• [Problem]: Scan the entries below for the word "paths" and copy every line in which it occurs.

---------------

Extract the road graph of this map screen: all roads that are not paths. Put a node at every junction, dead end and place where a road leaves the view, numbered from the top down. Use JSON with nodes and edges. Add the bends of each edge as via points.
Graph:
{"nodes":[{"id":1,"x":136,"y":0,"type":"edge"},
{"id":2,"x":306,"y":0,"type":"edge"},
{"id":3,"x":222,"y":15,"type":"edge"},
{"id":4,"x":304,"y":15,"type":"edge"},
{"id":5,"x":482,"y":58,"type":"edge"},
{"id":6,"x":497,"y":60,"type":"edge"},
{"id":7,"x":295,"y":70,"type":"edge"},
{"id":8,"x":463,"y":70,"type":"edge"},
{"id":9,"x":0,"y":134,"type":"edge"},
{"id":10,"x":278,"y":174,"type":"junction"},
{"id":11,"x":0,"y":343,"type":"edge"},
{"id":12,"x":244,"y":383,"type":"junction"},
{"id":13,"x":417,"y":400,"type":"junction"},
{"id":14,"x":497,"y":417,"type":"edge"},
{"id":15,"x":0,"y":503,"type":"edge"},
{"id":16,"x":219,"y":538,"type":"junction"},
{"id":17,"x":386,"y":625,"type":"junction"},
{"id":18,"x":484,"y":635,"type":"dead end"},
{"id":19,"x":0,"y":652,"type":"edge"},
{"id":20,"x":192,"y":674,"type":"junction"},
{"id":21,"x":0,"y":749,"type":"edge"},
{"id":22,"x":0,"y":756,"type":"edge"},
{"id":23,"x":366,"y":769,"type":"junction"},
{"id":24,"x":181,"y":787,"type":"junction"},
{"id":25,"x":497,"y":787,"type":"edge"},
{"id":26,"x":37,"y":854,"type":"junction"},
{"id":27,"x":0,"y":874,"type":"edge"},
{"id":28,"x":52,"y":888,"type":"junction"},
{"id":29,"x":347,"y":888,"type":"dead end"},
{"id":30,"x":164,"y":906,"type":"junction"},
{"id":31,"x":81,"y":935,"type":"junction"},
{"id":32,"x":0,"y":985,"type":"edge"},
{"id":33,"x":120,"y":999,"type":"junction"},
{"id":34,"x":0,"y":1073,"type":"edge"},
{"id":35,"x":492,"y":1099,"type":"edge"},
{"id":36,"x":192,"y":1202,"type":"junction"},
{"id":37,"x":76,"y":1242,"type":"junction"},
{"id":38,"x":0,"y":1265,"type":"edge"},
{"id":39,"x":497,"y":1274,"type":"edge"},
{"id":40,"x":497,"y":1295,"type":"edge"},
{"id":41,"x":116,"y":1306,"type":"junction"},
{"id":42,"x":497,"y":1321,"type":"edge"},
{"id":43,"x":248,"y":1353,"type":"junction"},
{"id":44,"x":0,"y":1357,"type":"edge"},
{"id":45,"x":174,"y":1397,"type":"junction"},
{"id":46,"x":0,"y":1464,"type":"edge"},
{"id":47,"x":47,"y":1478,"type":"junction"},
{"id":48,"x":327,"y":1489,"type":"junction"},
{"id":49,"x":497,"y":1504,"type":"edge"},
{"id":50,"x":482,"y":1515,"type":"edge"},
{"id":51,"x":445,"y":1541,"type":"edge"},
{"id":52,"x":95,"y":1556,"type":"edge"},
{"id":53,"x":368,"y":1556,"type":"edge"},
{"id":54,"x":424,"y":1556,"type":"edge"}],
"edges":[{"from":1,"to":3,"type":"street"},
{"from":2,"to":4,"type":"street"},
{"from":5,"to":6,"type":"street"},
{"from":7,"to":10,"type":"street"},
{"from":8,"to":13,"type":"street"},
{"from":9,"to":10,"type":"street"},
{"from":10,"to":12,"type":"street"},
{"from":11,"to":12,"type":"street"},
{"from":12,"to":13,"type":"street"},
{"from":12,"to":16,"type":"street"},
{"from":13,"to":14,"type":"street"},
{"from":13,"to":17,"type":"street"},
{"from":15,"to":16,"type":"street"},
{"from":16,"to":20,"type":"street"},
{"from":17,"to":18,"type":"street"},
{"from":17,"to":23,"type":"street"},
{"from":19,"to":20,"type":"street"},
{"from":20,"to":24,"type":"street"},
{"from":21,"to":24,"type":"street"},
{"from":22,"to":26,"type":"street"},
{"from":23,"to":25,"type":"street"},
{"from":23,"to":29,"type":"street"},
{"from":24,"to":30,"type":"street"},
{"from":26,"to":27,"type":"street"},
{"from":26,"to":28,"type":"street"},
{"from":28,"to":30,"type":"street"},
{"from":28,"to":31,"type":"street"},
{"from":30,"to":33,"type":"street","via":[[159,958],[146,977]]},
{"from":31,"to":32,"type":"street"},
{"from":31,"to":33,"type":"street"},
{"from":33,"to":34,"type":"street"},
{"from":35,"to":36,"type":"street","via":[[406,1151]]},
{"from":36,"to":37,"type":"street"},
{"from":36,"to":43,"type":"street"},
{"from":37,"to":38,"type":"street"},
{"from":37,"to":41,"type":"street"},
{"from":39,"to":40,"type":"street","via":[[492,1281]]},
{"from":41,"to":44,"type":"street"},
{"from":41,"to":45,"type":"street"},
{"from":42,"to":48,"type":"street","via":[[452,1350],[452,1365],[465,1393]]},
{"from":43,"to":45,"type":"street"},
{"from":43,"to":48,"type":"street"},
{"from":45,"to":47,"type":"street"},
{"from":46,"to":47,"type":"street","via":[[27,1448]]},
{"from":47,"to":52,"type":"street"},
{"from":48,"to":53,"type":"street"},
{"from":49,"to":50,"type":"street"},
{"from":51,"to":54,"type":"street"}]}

---------------

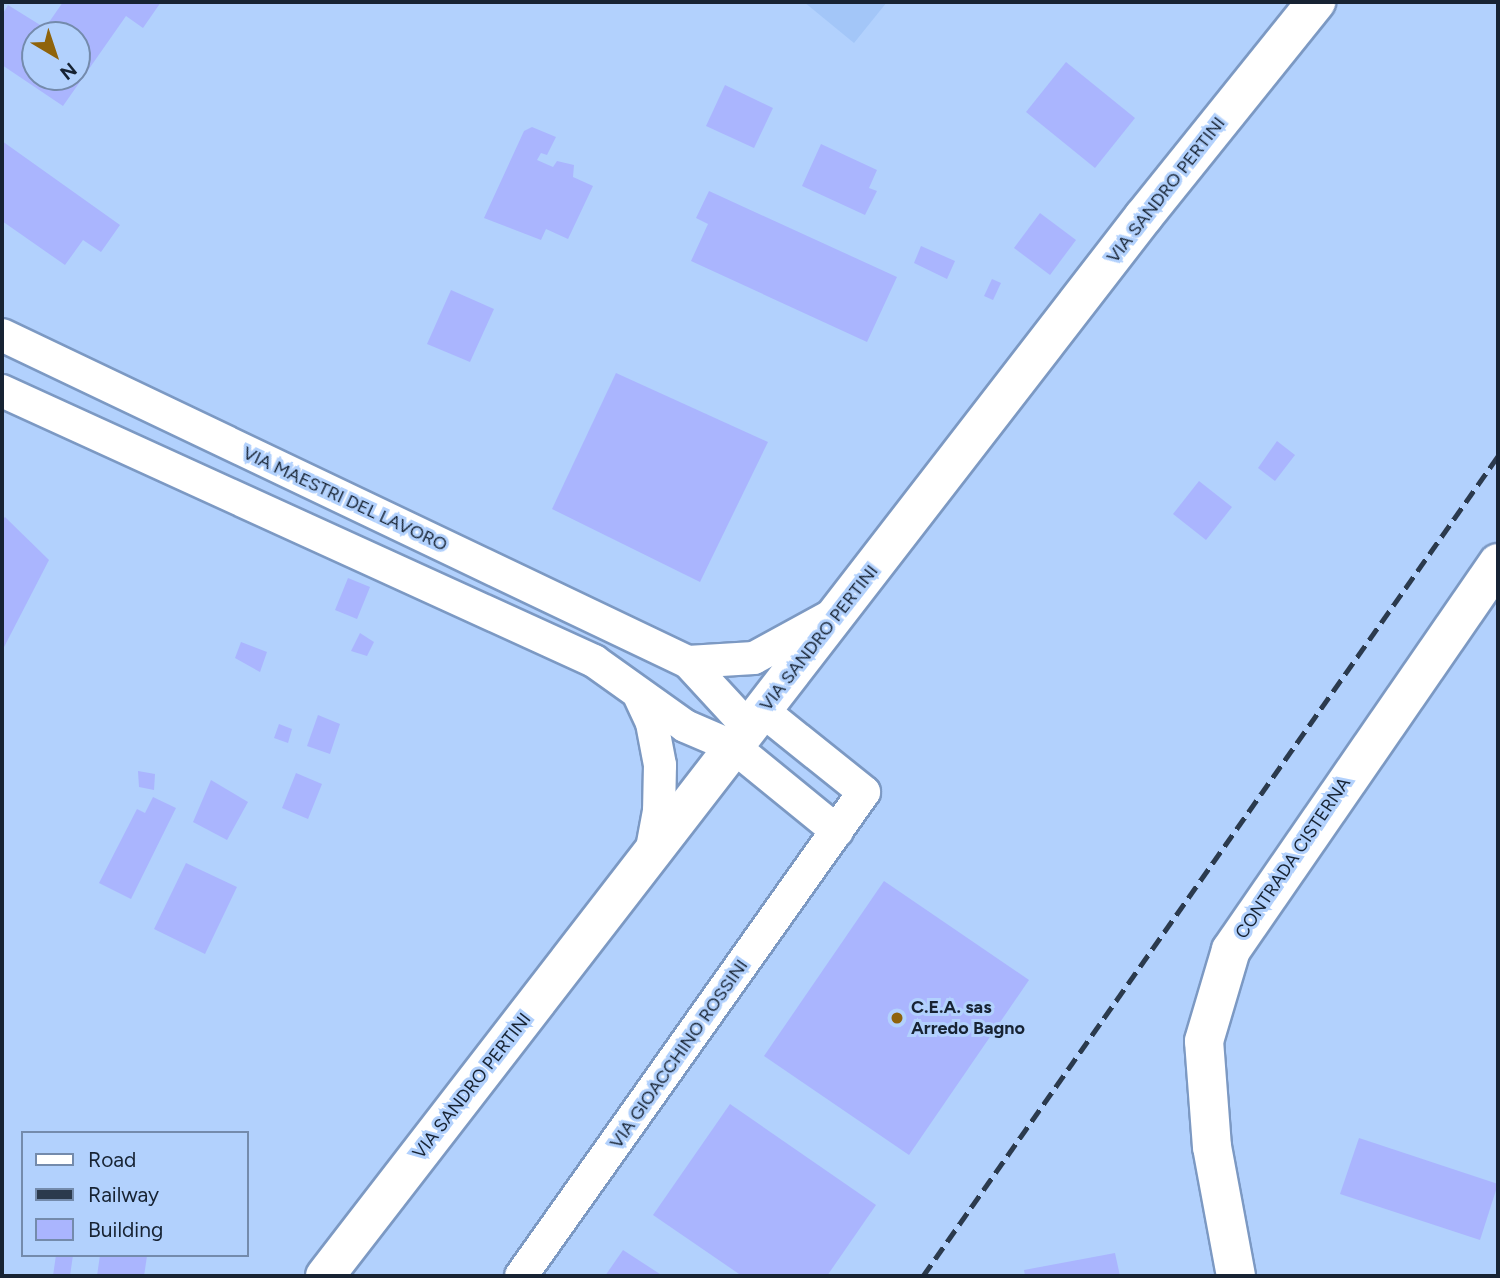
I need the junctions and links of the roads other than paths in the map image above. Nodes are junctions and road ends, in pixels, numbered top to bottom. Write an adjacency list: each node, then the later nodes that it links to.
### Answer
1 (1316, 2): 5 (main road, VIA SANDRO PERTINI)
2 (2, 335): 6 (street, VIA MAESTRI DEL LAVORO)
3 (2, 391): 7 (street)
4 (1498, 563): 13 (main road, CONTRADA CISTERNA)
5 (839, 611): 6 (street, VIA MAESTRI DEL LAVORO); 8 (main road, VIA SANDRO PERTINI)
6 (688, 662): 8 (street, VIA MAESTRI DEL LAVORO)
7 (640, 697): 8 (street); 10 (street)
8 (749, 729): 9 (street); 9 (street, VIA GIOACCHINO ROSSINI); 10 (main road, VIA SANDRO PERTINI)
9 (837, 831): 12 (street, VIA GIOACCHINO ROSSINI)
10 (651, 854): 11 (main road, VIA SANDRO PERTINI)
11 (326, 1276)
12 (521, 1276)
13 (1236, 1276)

---------------

• [Task response]:
Extract the road graph of this map screen: all roads that are not paths. Put a node at every junction, dead end and place where a road leaves the view, numbered from the top down. Use JSON with nodes and edges. Add the bends of each edge as via points.
I need the junctions and links of the roads other than paths in the map image above. Nodes are junctions and road ends, in pixels, numbered top to bottom. Write an adjacency list: each node, then the later nodes that it links to.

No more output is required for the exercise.